Pour la Première Nation des Pekuakamiulnuatsh et toujours selon les propos du chef Dominique, cette bataille en était une de principe « car nous étions convaincus que notre Première Nation faisait face à une injustice flagrante et à une attitude tout à fait déshonorante de la part des gouvernements dans la négociation pour le renouvellement, année après année, de notre entente de financement, pour assurer la sécurité publique dans notre communauté. C’est une victoire pour les membres de notre Première Nation, mais également pour la sécurité de toutes les Premières Nations à travers le pays ».

Rappel des faits

En 2017, Pekuakamiulnuatsh Takuhikan a déposé une poursuite devant la Cour supérieure du Québec afin de récupérer le déficit accumulé de 1,6 million $ de la Sécurité publique de Mashteuiatsh causé par le sous-financement des gouvernements du Québec et du Canada. Après avoir reçu une décision défavorable, Mashteuiatsh a porté le dossier en appel.

La Cour d’appel du Québec a rendu un jugement unanime en décembre 2022 en faveur de Pekuakamiulnuatsh Takuhikan et a condamné les gouvernements fédéral et provincial à lui rembourser 1,6 million $. Elle a conclu que les gouvernements du Québec et du Canada agissent de façon indigne, déshonorable et abusive en matière de financement des services policiers autochtones et nient la réalité pourtant largement documentée, notamment par la Commission Viens.

Le Canada a payé sa condamnation au printemps 2023 et n’a pas porté en appel la décision de la Cour d’appel du Québec.
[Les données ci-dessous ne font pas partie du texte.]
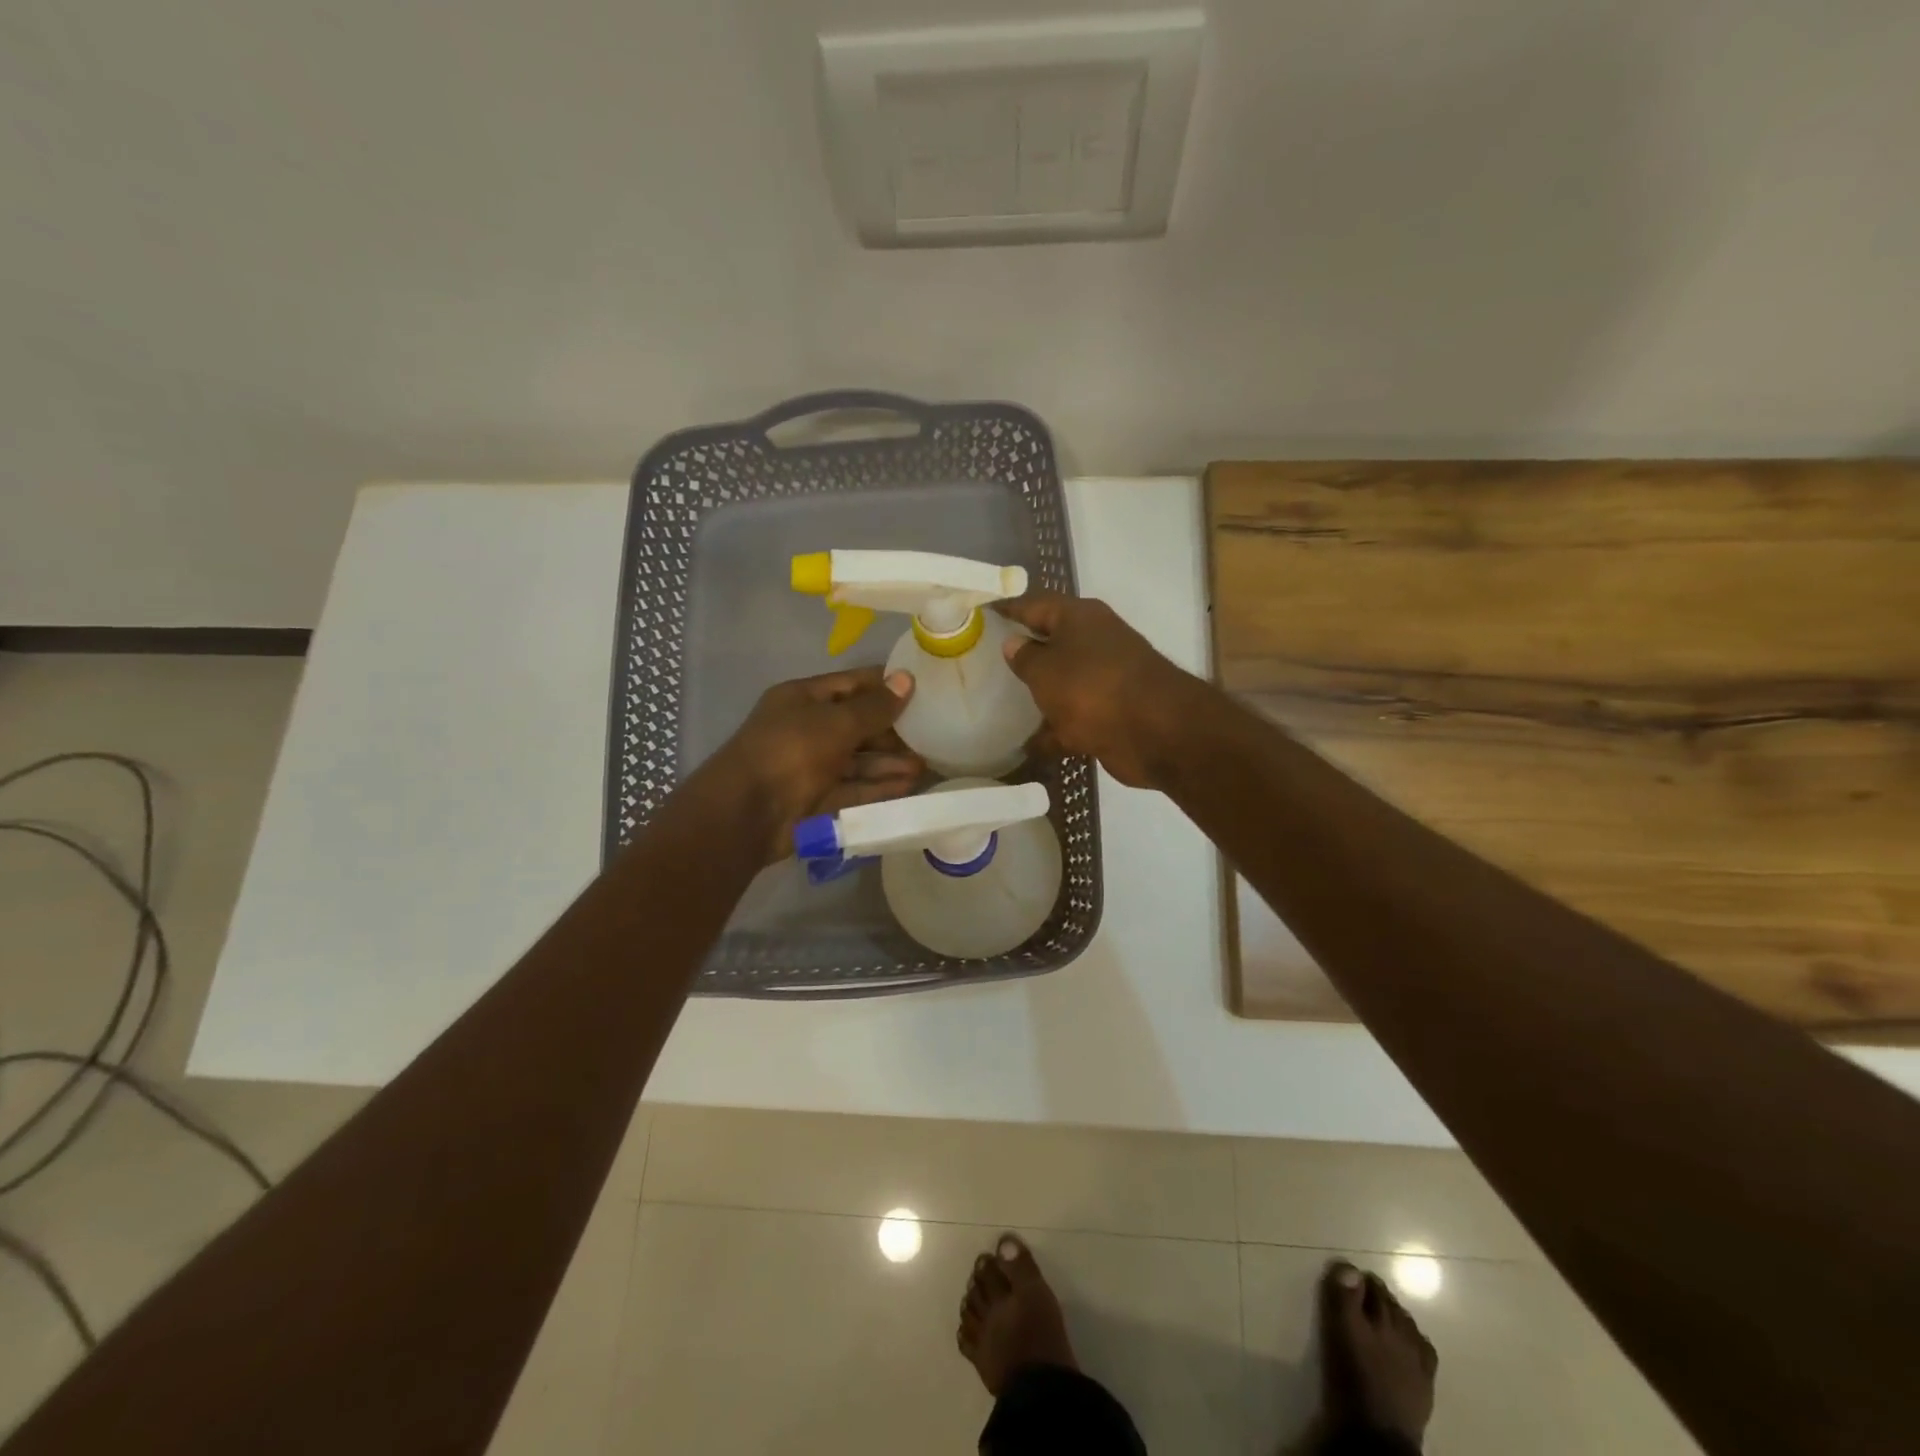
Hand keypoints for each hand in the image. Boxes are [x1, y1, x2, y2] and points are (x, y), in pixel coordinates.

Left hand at [709, 666, 922, 860]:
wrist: (746, 813)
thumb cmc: (791, 751)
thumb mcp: (836, 722)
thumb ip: (874, 707)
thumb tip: (907, 680)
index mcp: (803, 699)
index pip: (852, 685)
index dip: (886, 685)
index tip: (923, 688)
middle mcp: (807, 729)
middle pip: (857, 725)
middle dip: (893, 731)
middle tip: (932, 735)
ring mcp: (811, 766)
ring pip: (858, 761)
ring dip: (890, 763)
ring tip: (925, 766)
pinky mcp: (817, 800)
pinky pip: (854, 789)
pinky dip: (879, 788)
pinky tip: (908, 787)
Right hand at [997, 591, 1199, 788]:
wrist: (1155, 732)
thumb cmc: (1092, 687)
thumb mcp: (1045, 670)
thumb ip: (1025, 657)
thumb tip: (1014, 643)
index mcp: (1080, 618)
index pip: (1035, 604)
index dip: (1008, 609)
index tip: (982, 613)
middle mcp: (1095, 642)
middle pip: (1052, 643)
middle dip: (1024, 653)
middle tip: (984, 662)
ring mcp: (1105, 679)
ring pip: (1063, 683)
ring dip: (1040, 694)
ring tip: (1001, 705)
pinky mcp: (1111, 714)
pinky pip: (1073, 720)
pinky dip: (1054, 732)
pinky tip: (1027, 746)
Pour sa part, le Procureur général du Québec a déposé une demande d’autorisation d’appel afin de porter l’affaire devant le plus haut tribunal du pays.

La cause a été entendue devant la Cour suprême du Canada les 23 et 24 avril 2024 à Ottawa.

« C’est un jugement qui est dur envers le gouvernement du Québec. L’attitude abusive du gouvernement du Québec dans la négociation de notre entente n’est assurément pas conforme à l’honneur de la Couronne. Cette façon de faire relève de l’abus de droit qui est totalement contraire à l’ordre et à leur obligation d’agir honorablement. Mes collègues et moi sommes heureux qu’un des dossiers reflétant le racisme systémique au pays et dans la province de Québec soit enfin régularisé. Il faut que le gouvernement du Québec tienne compte dans l’avenir, des enseignements que ce jugement leur impose dans plusieurs autres dossiers. Il doit prendre acte de la décision sans équivoque de la Cour suprême. Il doit aussi apporter sur le champ les correctifs qui s’imposent afin de négocier de façon honorable avec les Premières Nations. Dans un autre dossier qui nous concerne plus particulièrement et qui est aussi important, le Québec doit notamment changer sa façon de faire à notre négociation territoriale globale visant à convenir d’un traité », a ajouté le chef Dominique.